Split into individual service tokens
Remove duplicates while preserving order
Step 4: Service Encoding (1/2/3 Classification)
The normalized services are encoded into three discrete categories:
Code Description Criteria
1 Withdrawal Only Only withdrawal capability
2 Deposit & Withdrawal Deposit + withdrawal (any combination)

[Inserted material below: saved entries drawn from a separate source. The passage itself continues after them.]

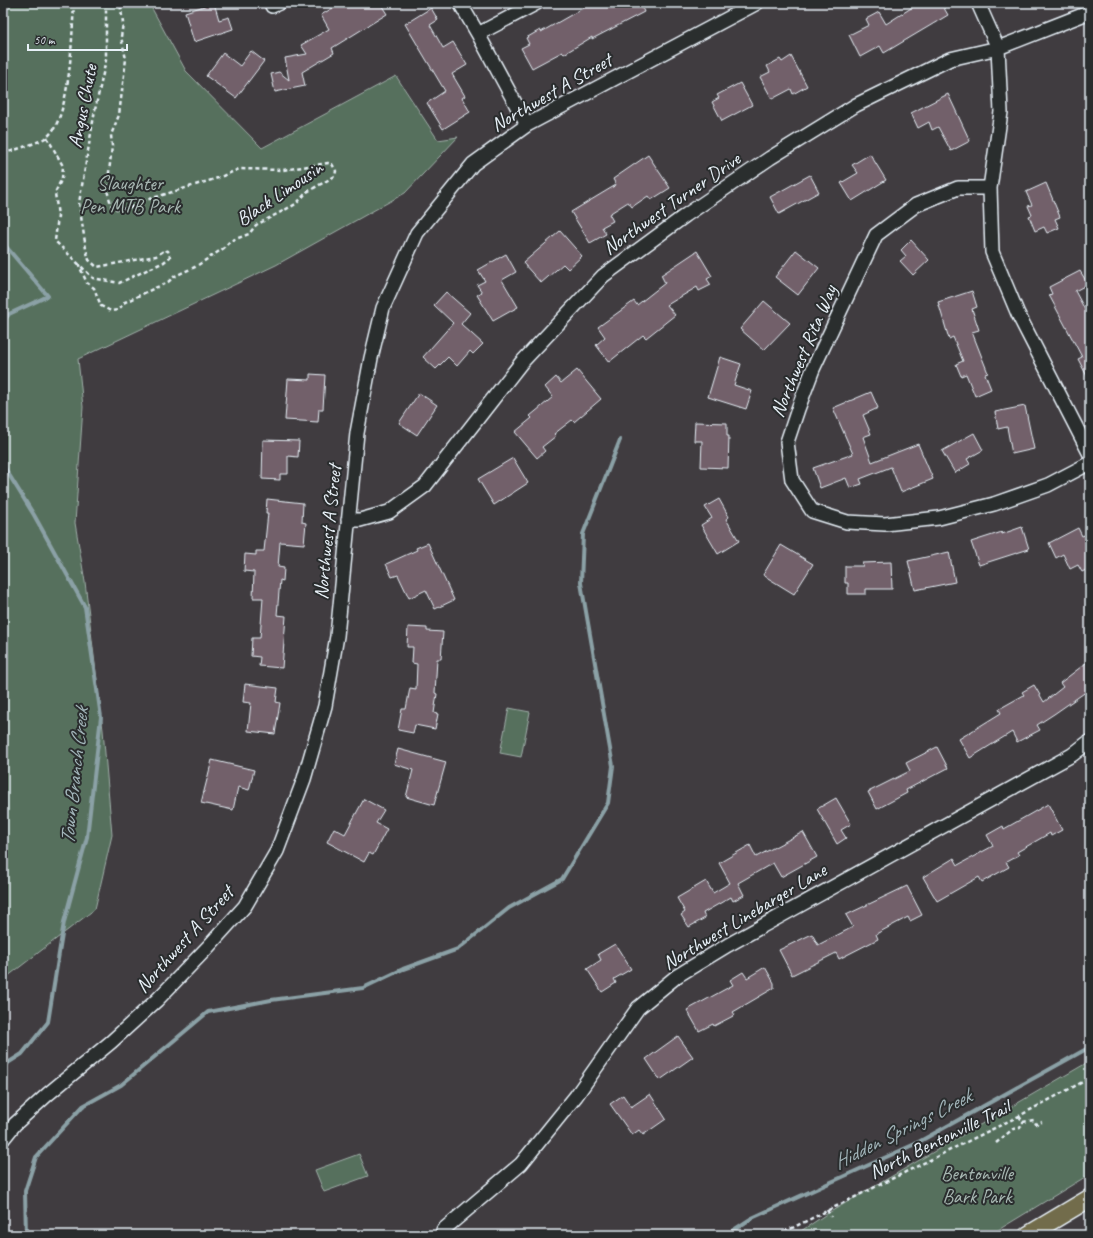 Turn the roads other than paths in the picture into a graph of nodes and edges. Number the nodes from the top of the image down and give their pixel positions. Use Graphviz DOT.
graph roads {
  1 [pos="460,3"];
  2 [pos="537,3"];
  3 [pos="757,3"];
  4 [pos="978,3"];
  5 [pos="1090,12"];
  6 [pos="478,34"];
  7 [pos="998,48"];
  8 [pos="527,125"];
  9 [pos="990,188"];
  10 [pos="1090,454"];
  11 [pos="1090,463"];
  12 [pos="348,520"];
  13 [pos="1090,741"];
  14 [pos="3,1139"];
  15 [pos="1090,1198"];
  16 [pos="443,1230"];
  17 [pos="1028,1235"];
  1 -- 6 [label="street"];
  2 -- 6 [label="street"];
  3 -- 8 [label="street, Northwest A Street"];
  4 -- 7 [label="street"];
  5 -- 7 [label="street, Northwest Turner Drive"];
  6 -- 8 [label="street"];
  7 -- 9 [label="street"];
  7 -- 12 [label="street, Northwest Turner Drive"];
  8 -- 12 [label="street, Northwest A Street"];
  9 -- 10 [label="street"];
  9 -- 11 [label="street, Northwest Rita Way"];
  12 -- 14 [label="street, Northwest A Street"];
  13 -- 16 [label="street, Northwest Linebarger Lane"];
  15 -- 17 [label="main road"];
} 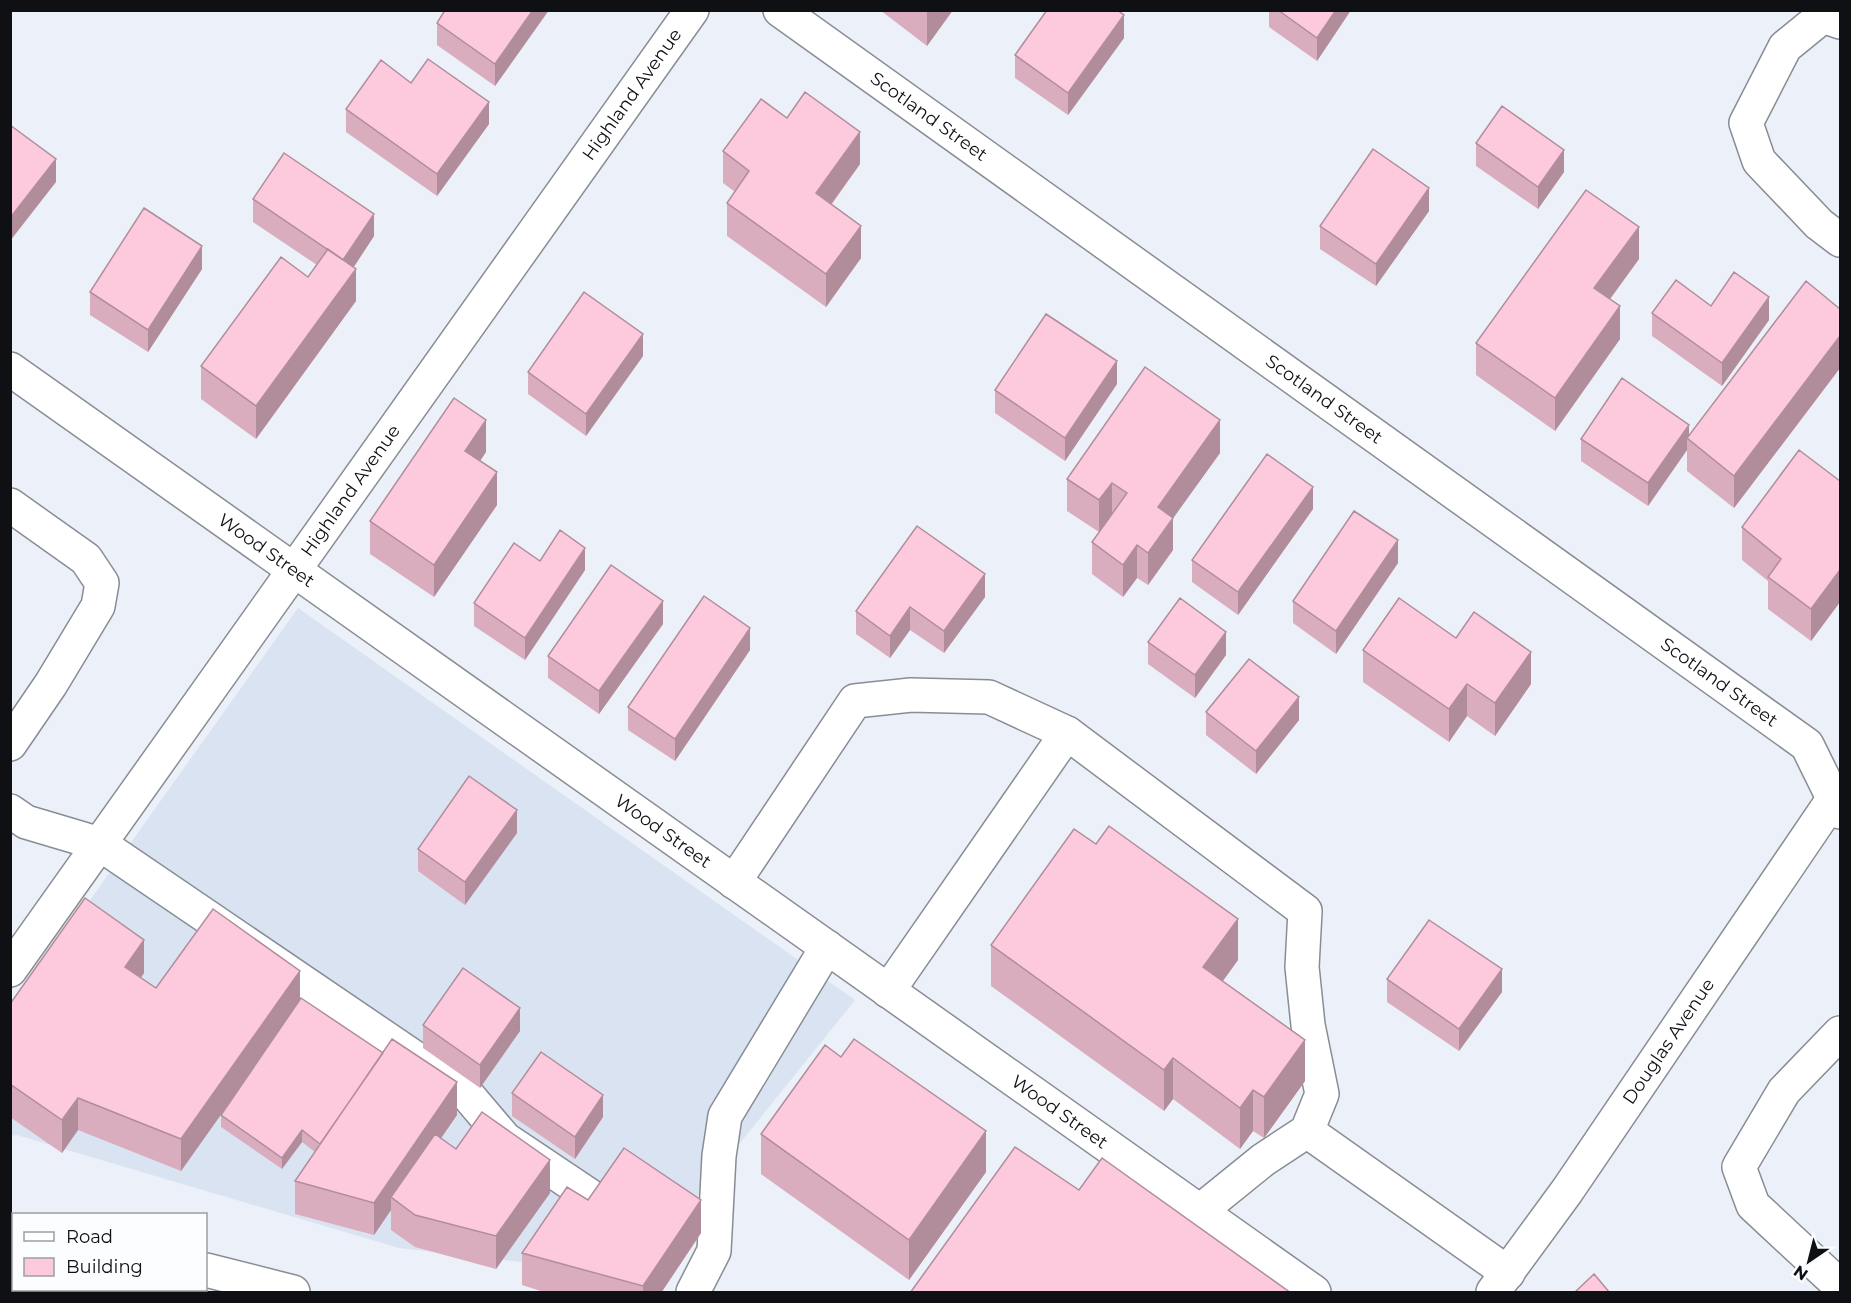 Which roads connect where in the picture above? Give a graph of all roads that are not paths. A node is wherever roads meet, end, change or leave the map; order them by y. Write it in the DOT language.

3 Extended Services Forex, exchange, or additional functions
Encoding Logic
def encode_services(value):
normalized = normalize_service_text(value)
# Rule 1: Pure withdrawal
if normalized == ['withdrawal']:
return 1
# Rule 2: Deposit with or without withdrawal
if normalized == ['deposit'] or normalized in [['withdrawal', 'deposit'], ['deposit', 'withdrawal']]:
return 2
# Rule 3: Has forex or other extended services
if any(item not in {'withdrawal', 'deposit'} for item in normalized):
return 3
# Default to 3 (safety fallback)
return 3
Project Structure
d:\NTI-DataAnalysis\tasks\01\
├── README.md # This file
├── atms_encoded.csv # Original raw dataset
├── atms_encoded_cleaned.csv # Cleaned CSV (auto-produced by analysis script)
├── atms_encoded_cleaned_lean.csv # Final output with encoding (from notebook)
├── atm_encode.ipynb # Main Jupyter notebook (lean version)
├── analyze_services.py # Standalone analysis script
├── services_unique.json # All unique service values from original data
├── services_non_english.json # Non-English service entries found
└── .gitignore # Git ignore patterns
Dataset Statistics
Original Data
Total rows: 4379 ATM locations
Total unique service values: 113
Missing values: 57 (replaced with 'withdrawal')
After Cleaning & Encoding
Class 1 (Withdrawal Only): 2787 rows (63.6%)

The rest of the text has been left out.